3. Install packages needed for the library to run#

  • Execute source setup.sh script that will create a virtual environment to run SCINT with all the required packages. It will also generate a symbolic link to a folder were data to follow the tutorial is included.

  • [Pro-users] You can create the virtual environment by your own:

    • Install VSCode and some extensions: Remote-SSH, Jupyter, vscode-numpy-viewer, Python Environment Manager

    • CREATE VIRTUAL ENVIROMENT: VSCode venv extension.

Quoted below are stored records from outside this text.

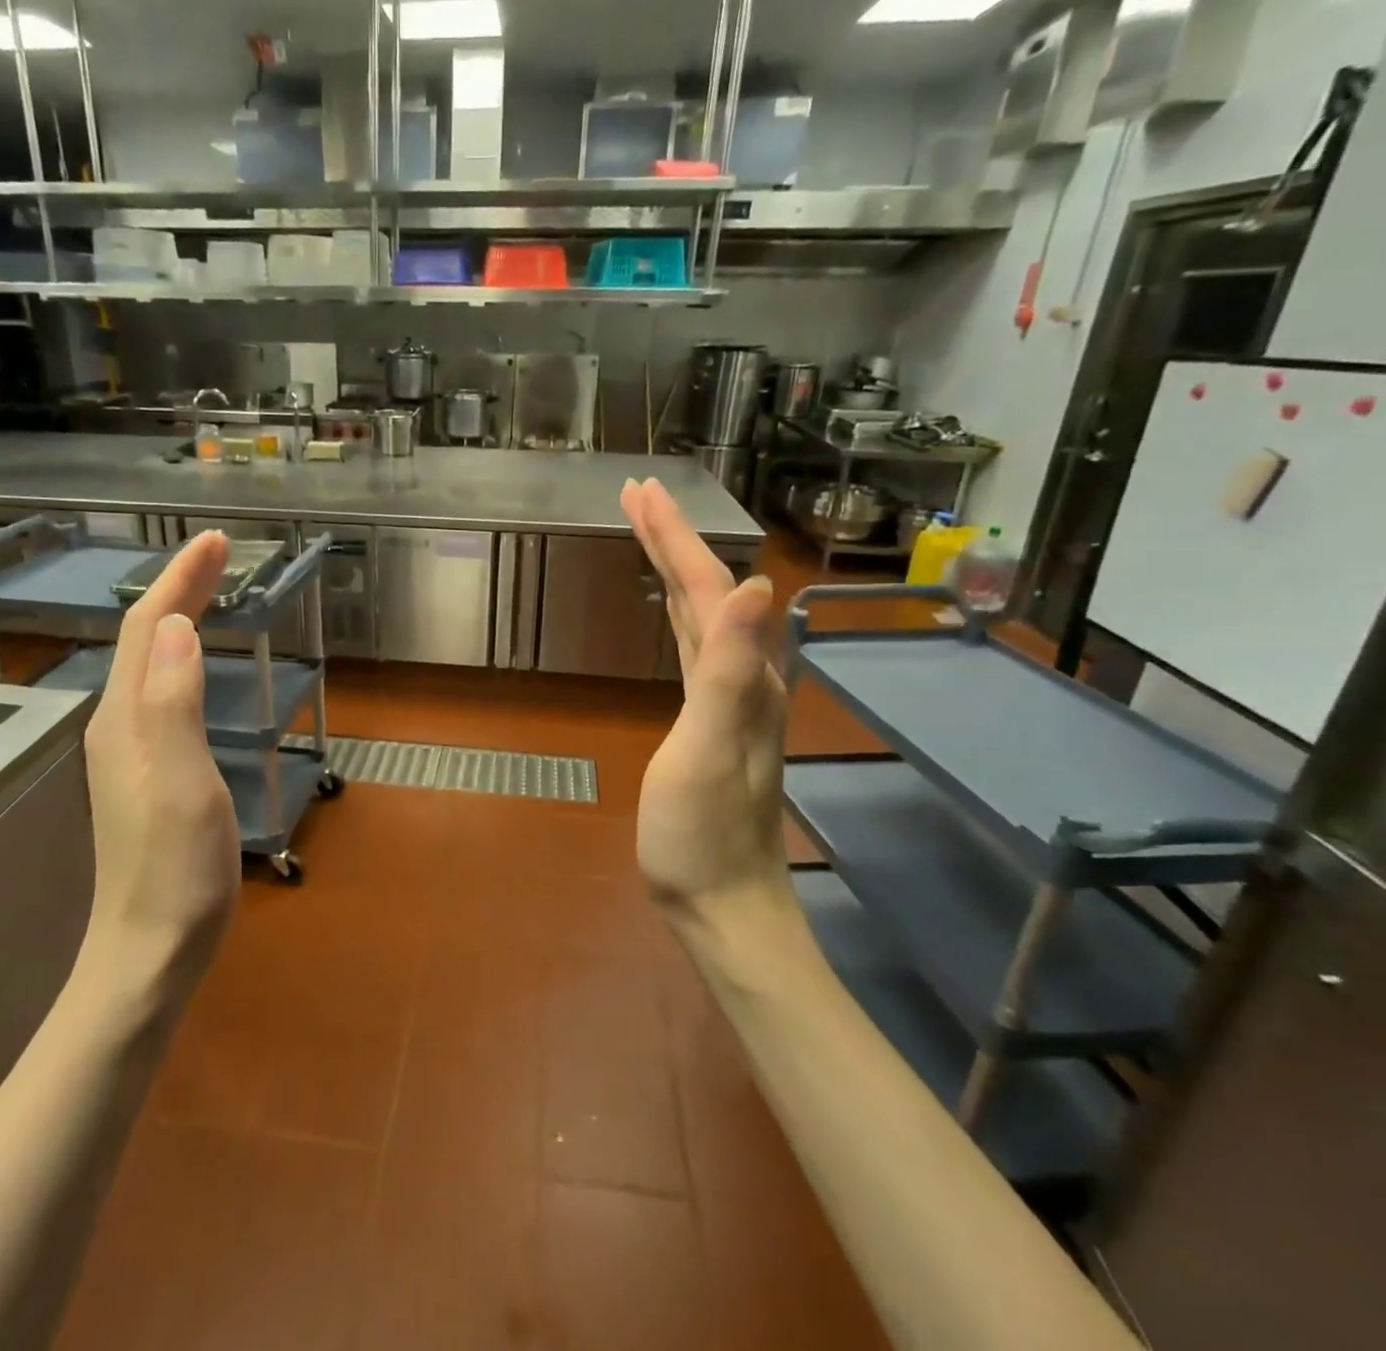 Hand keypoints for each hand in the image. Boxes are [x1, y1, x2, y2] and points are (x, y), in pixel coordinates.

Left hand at [83, 530, 241, 960]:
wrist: (149, 951)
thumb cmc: (174, 869)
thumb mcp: (181, 782)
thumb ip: (174, 703)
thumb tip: (177, 628)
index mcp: (127, 718)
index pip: (149, 628)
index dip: (181, 580)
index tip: (217, 541)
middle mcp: (120, 724)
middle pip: (145, 639)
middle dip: (180, 588)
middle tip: (220, 554)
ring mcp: (130, 750)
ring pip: (151, 663)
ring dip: (179, 617)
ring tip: (210, 591)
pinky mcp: (148, 772)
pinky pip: (162, 691)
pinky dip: (182, 657)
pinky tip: (197, 664)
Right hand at [621, 478, 788, 910]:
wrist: (722, 901)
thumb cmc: (702, 833)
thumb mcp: (709, 750)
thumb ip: (727, 670)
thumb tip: (757, 585)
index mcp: (742, 676)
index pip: (708, 587)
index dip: (674, 537)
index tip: (639, 492)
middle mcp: (743, 676)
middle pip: (706, 590)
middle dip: (671, 538)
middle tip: (636, 495)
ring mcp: (727, 698)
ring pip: (700, 614)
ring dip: (674, 568)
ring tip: (647, 532)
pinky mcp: (706, 718)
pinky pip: (691, 645)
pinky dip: (677, 611)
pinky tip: (671, 608) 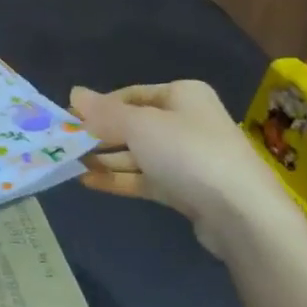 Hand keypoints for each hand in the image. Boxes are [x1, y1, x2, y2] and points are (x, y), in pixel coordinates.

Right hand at [70, 80, 298, 255]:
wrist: (241, 213)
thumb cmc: (188, 153)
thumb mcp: (139, 125)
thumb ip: (104, 112)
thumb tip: (74, 93)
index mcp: (182, 95)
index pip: (131, 94)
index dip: (100, 106)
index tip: (70, 119)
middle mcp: (187, 122)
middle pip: (134, 125)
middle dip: (100, 135)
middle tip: (65, 145)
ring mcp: (188, 158)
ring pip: (138, 154)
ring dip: (106, 159)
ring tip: (70, 164)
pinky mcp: (187, 191)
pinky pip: (146, 179)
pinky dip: (119, 179)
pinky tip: (89, 182) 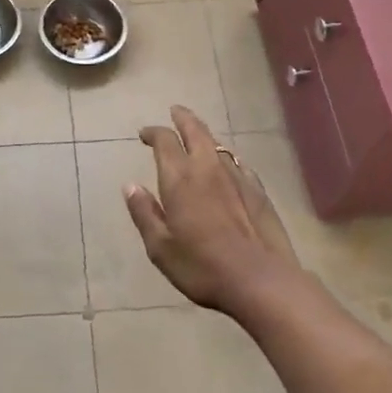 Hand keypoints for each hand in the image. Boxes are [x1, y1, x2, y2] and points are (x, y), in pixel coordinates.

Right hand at [124, 105, 305, 317]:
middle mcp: (207, 168)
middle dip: (182, 118)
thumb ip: (144, 213)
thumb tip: (130, 186)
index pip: (164, 140)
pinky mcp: (258, 190)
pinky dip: (225, 158)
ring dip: (204, 136)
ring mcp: (237, 177)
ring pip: (217, 144)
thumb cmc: (202, 266)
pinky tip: (227, 167)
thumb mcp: (161, 248)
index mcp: (180, 178)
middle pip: (196, 130)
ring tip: (197, 137)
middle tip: (174, 111)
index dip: (153, 132)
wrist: (261, 280)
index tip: (144, 134)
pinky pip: (237, 163) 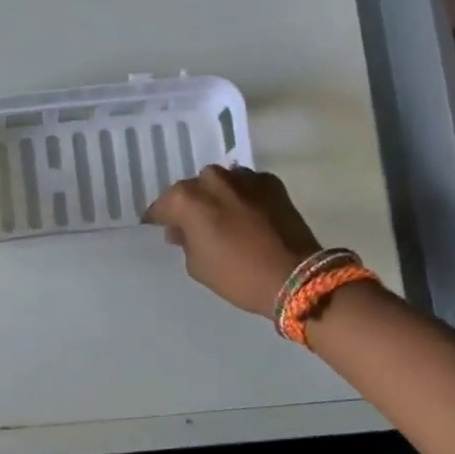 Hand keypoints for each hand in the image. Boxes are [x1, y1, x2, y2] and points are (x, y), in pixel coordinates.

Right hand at [143, 165, 323, 316]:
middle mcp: (212, 179)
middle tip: (195, 227)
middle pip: (192, 190)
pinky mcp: (271, 182)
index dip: (159, 220)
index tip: (160, 230)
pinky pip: (247, 186)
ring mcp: (244, 177)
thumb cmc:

    You need to source a python version installed in your computer [+ Enter interpreter path]. In gaeuidc1.ciemat.es you can source to /cvmfs/sft.cern.ch/lcg/releases/Python/3.7.3-f4f57/x86_64-centos7-gcc7-opt/bin/python3 (as long as it is >=3.7) (Figure 2). Then it will recommend you the /srcs/requirements.txt packages, and it will automatically install them (Figure 3) :)

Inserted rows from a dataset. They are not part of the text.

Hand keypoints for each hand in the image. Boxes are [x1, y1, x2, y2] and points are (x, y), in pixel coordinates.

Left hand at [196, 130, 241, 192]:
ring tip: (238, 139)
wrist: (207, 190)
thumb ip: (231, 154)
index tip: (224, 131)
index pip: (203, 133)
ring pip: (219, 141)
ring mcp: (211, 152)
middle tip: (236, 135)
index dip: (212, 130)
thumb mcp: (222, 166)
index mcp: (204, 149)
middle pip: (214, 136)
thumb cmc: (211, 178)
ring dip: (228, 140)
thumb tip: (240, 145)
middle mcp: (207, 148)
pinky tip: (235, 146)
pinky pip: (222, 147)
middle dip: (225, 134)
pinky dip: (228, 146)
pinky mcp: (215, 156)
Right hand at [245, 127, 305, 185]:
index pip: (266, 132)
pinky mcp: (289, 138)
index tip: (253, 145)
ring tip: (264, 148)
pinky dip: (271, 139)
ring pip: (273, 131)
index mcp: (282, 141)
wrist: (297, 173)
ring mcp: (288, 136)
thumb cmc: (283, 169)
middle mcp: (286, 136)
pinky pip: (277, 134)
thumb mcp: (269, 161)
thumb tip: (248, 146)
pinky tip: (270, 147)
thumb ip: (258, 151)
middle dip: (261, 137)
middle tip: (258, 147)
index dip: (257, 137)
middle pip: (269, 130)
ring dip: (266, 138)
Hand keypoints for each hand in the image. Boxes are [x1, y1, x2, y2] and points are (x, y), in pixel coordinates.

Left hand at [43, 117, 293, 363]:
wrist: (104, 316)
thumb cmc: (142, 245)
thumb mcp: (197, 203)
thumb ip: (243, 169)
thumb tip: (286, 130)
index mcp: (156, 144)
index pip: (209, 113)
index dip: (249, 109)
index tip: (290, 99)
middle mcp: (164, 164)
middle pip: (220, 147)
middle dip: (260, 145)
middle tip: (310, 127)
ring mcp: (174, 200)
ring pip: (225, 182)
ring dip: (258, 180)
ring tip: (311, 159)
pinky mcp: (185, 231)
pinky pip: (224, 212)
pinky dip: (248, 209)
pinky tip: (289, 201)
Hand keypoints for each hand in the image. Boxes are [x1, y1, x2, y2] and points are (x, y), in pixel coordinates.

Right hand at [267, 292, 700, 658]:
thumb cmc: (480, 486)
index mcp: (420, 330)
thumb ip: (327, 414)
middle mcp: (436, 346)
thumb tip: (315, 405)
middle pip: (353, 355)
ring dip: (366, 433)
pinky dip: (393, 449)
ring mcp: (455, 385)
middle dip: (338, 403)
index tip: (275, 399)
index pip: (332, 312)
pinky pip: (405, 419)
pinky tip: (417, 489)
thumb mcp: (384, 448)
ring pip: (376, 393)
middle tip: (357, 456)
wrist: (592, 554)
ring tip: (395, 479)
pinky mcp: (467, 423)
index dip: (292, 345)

    It will create the environment, and you will be able to see it in the right panel of VSCode (Figure 4). Jupyter notebooks will detect this .venv and you can also open terminals and activate it with source SCINT/.venv/bin/activate.

    • From the terminal

      mkdir .venv
      cd .venv
      /cvmfs/sft.cern.ch/lcg/releases/Python/3.7.3-f4f57/x86_64-centos7-gcc7-opt/bin/python3 -m venv .
      source bin/activate
      

Additionally, if you have sudo permissions you can try an installation requirementsTeX.txt with sudo apt install <requirementsTeX.txt to be able to use LaTeX in the notebooks.